WHAT IS EXPECTED:
Begin your copy at the line that holds "I am building a map index. Give" and carry it through the final line of the data, writing out each line exactly and omitting pictures.

=== SOURCE DATA ===

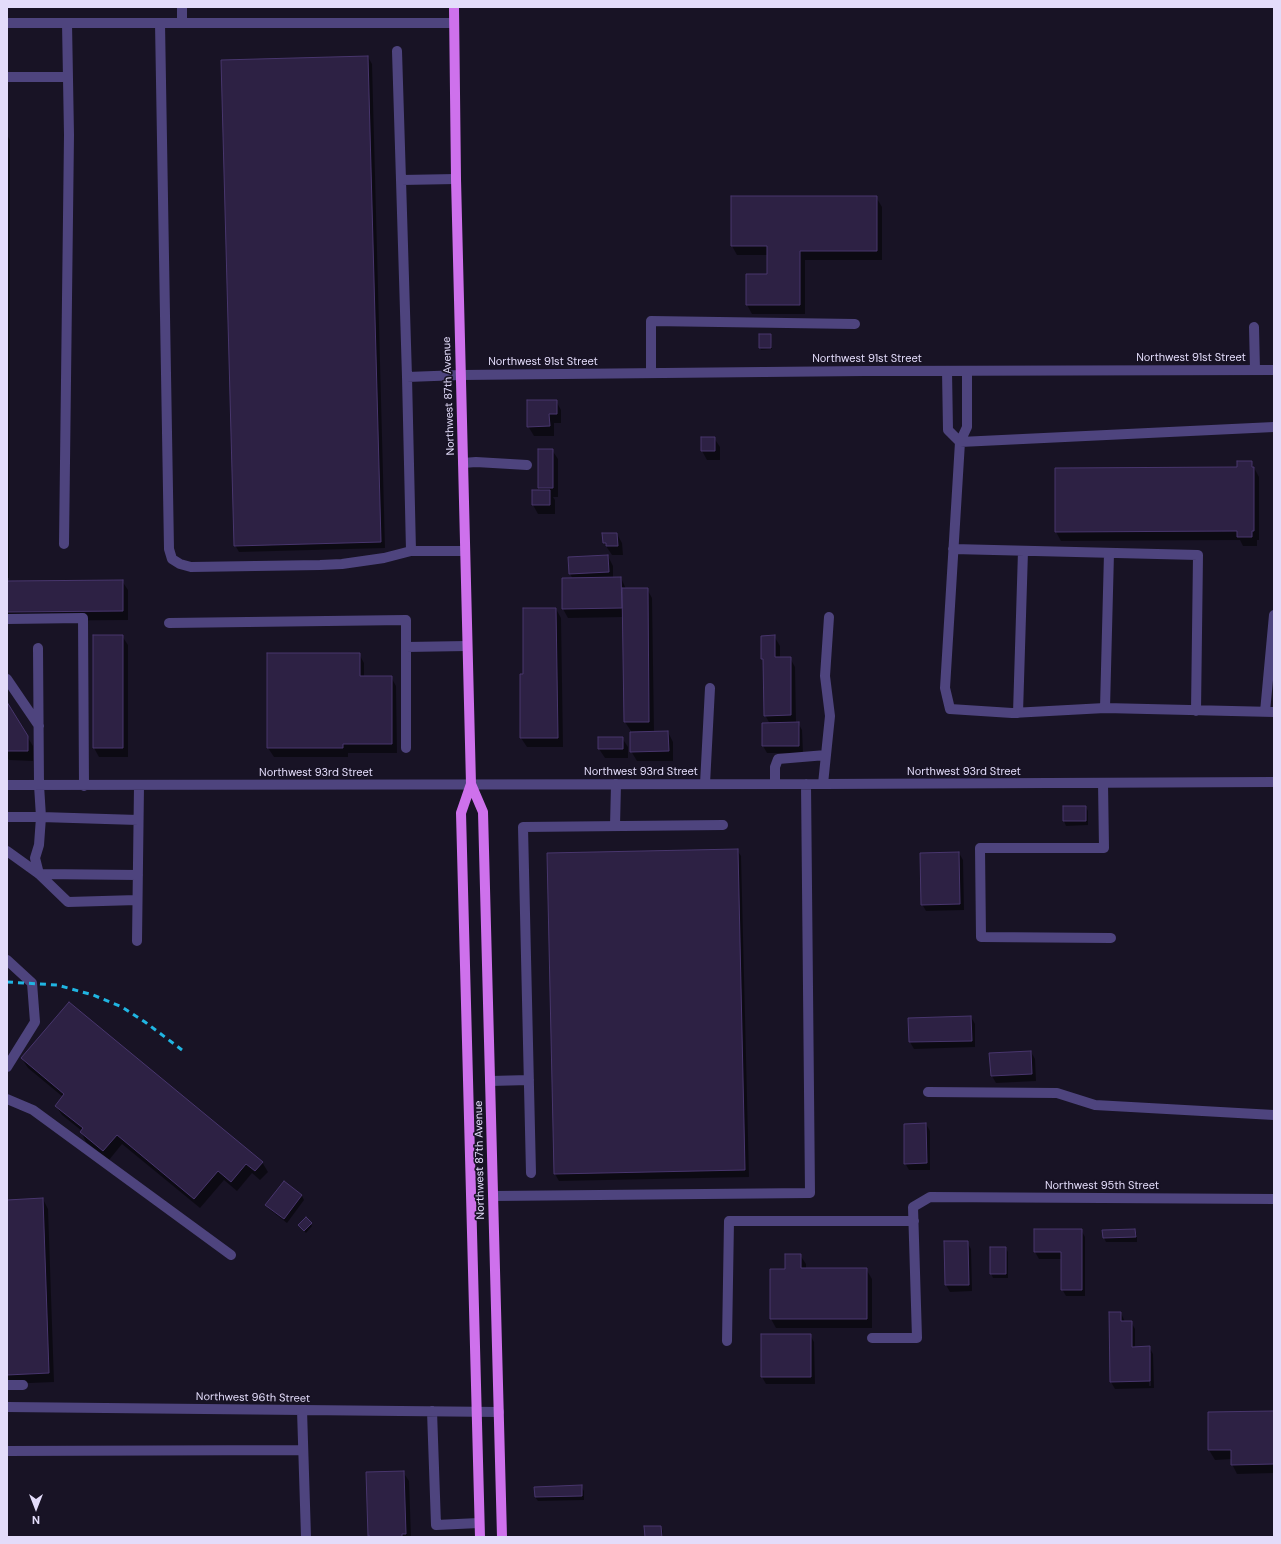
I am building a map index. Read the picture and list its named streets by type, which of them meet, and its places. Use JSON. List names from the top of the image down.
{
  "streets": {
    "main road": ["Northwest 87th Avenue"],
    "street": [
      "Northwest 91st Street",
      "Northwest 93rd Street",
      "Northwest 95th Street",
      "Northwest 96th Street"
    ]
  },
  "crossings": [
    ["Northwest 91st Street", "Northwest 87th Avenue"],
    ["Northwest 87th Avenue", "Northwest 93rd Street"],
    ["Northwest 87th Avenue", "Northwest 96th Street"]
  ],
  "north": "bottom"
}
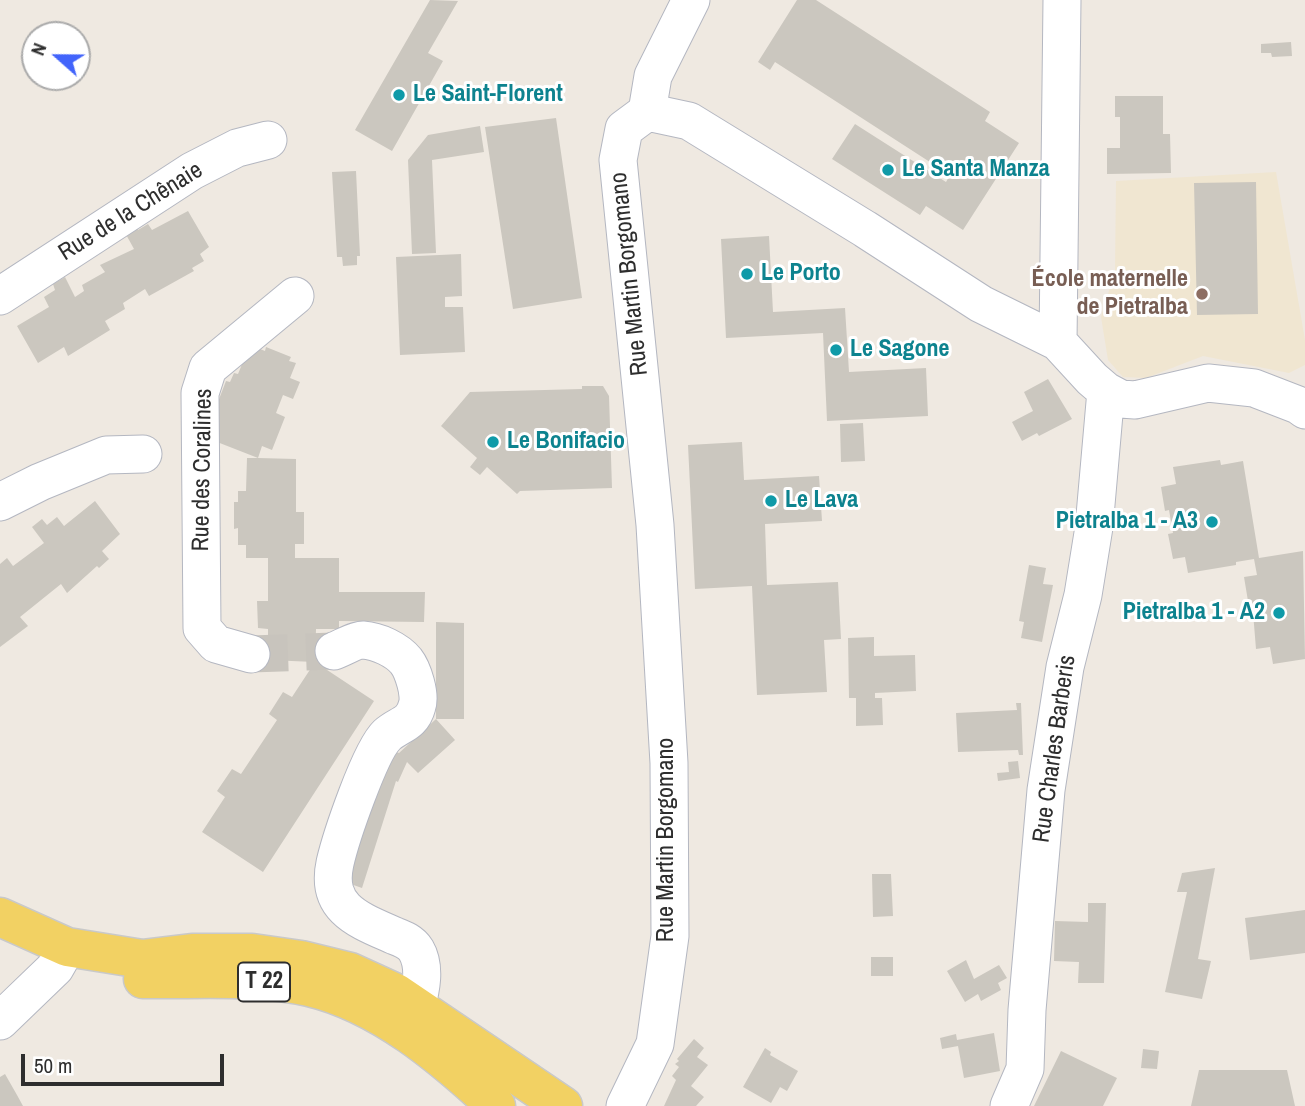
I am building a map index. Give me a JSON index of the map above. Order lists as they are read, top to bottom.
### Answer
{
  "streets": {
    "main road": ["T 22"],
    "street": [
      "Rue de la Chênaie",
      "Rue Martin Borgomano",
      "Rue des Coralines",
      "Rue Charles Barberis"
    ]
  },
  "places": [
    "Le Saint-Florent",
    "Le Santa Manza",
    "Le Porto",
    "École maternelle de Pietralba",
    "Le Sagone",
    "Le Bonifacio",
    "Le Lava",
    "Pietralba 1 - A3",
    "Pietralba 1 - A2"
  ],
  "scale_bar": "50 m",
  "north": "left"
}
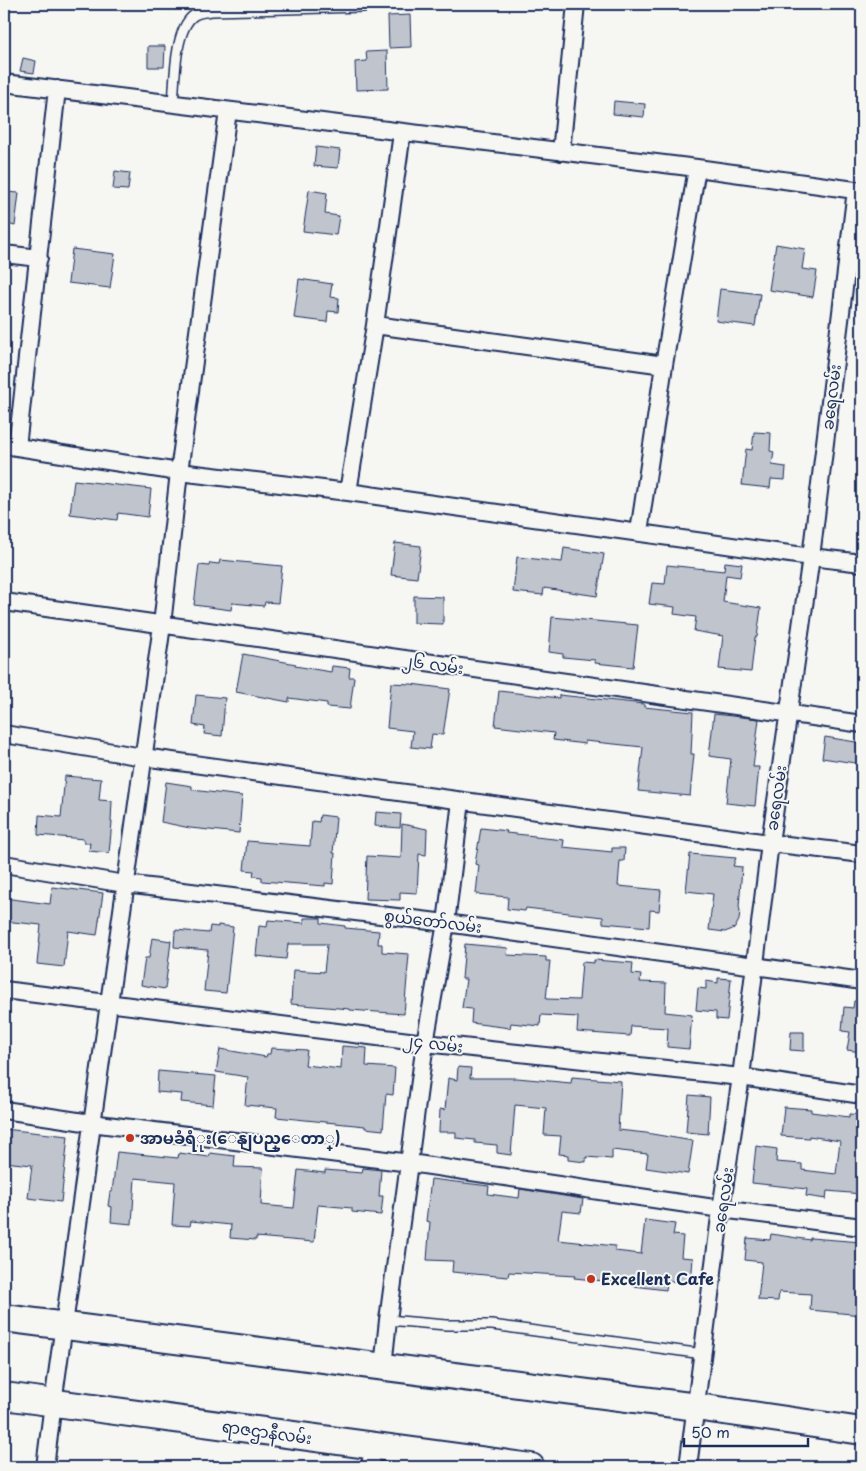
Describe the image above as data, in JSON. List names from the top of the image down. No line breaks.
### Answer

===

RESPONSE FOR THIS EXERCISE:
I am building a map index. Give me a JSON index of the map above. Order lists as they are read, top to bottom.
### Answer
{
  "streets": {
    "main road": ["T 22"],
    "street": [
      "Rue de la Chênaie",
      "Rue Martin Borgomano",
      "Rue des Coralines",
      "Rue Charles Barberis"
    ]
  },
  "places": [
    "Le Saint-Florent",
    "Le Santa Manza",
    "Le Porto",
    "École maternelle de Pietralba",
    "Le Sagone",
    "Le Bonifacio",
    "Le Lava",
    "Pietralba 1 - A3",
    "Pietralba 1 - A2"
  ],
  "scale_bar": "50 m",
  "north": "left"
}
Describe the image above as data, in JSON. List names from the top of the image down. No line breaks.
### Answer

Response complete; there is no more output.